If you are reading on a smartphone, use landscape / hold phone sideways.
OK, so I watched Barbie.
"Barbie" took the box office by storm this year, earning more than $1.44 billion worldwide to become the highest grossing film in Warner Bros.' 100-year history; the highest grossing film ever from a female filmmaker at the domestic box office; and is the largest worldwide film release of 2023.
It is now on Max, so I watched it with my wife.
Barbie’s box office success has been characterized by several record breaking milestones. The movie had this year’s highest-grossing opening weekend with $162 million in gross sales in its first three days in theaters. Barbie’s performance also made Greta Gerwig the highest-grossing female director of all time in the U.S. The movie would have likely reached its milestones faster had it not been banned in a handful of countries including Algeria, Kuwait and Vietnam, the former of which pulled Barbie from theaters over objections to the movie’s gender and sexuality themes.
There is a great article here, that explains why Barbie made $1 Billion in just 3 weeks. So I won't try to write about that...
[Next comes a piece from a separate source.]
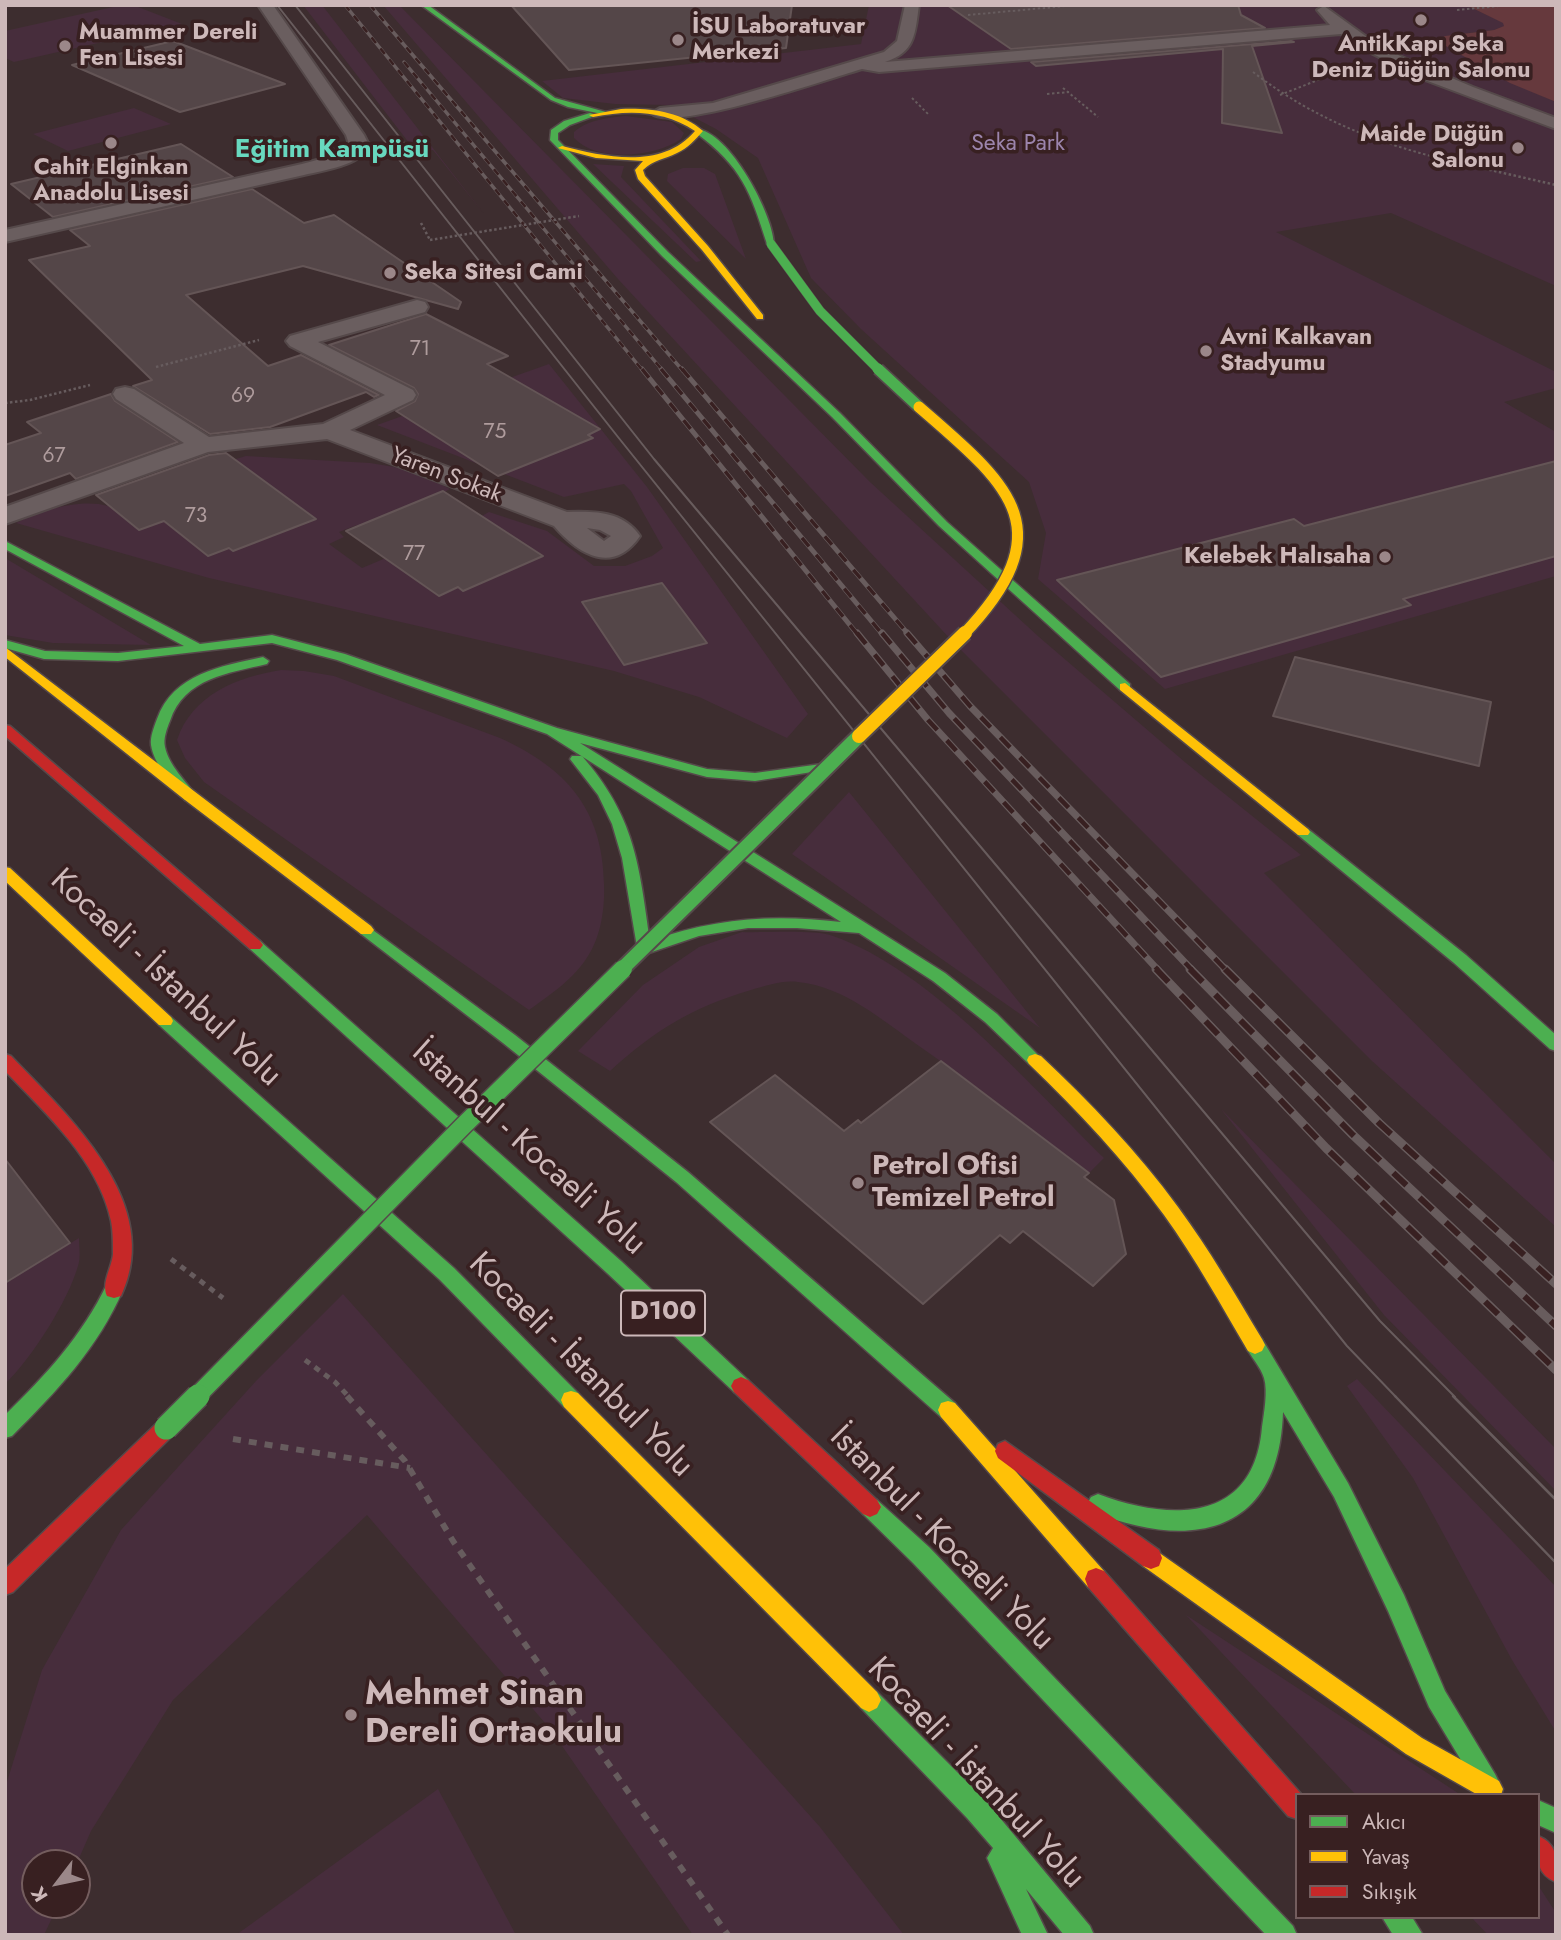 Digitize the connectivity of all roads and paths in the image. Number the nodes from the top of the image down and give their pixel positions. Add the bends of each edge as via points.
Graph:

The movie is loaded with so many themes and topics, Barbie is a movie that one needs to rewatch. This is not only thanks to its story, performances, and sense of humor, but to all the details throughout the movie, both in terms of visual design and narrative. There’s a lot to unpack in the Barbie movie. It has themes like gender inequality, the patriarchy, the matriarchy, the struggles of growing up and being an adult, capitalism. Barbie needs to be consumed. Viewers will find something new and interesting in every rewatch. Barbie also has a bunch of Easter eggs that require multiple views to catch them all. And now that it is on Max, you can do all the rewatching you can ask for.
The world of animated movies has always been a platform for sending messages and holding hidden values. The new Barbie movie is no exception to this concept. While it may seem like a funny, entertaining children’s film, a closer look at the movie uncovers a ton of subtle messages and themes that resound with both early and grown audiences.
And with that.....
I did not know what I did not know. At first, I thought the Barbie movie was a simple children’s film, for kids. And now, I see that was NOT for kids, but for the parents.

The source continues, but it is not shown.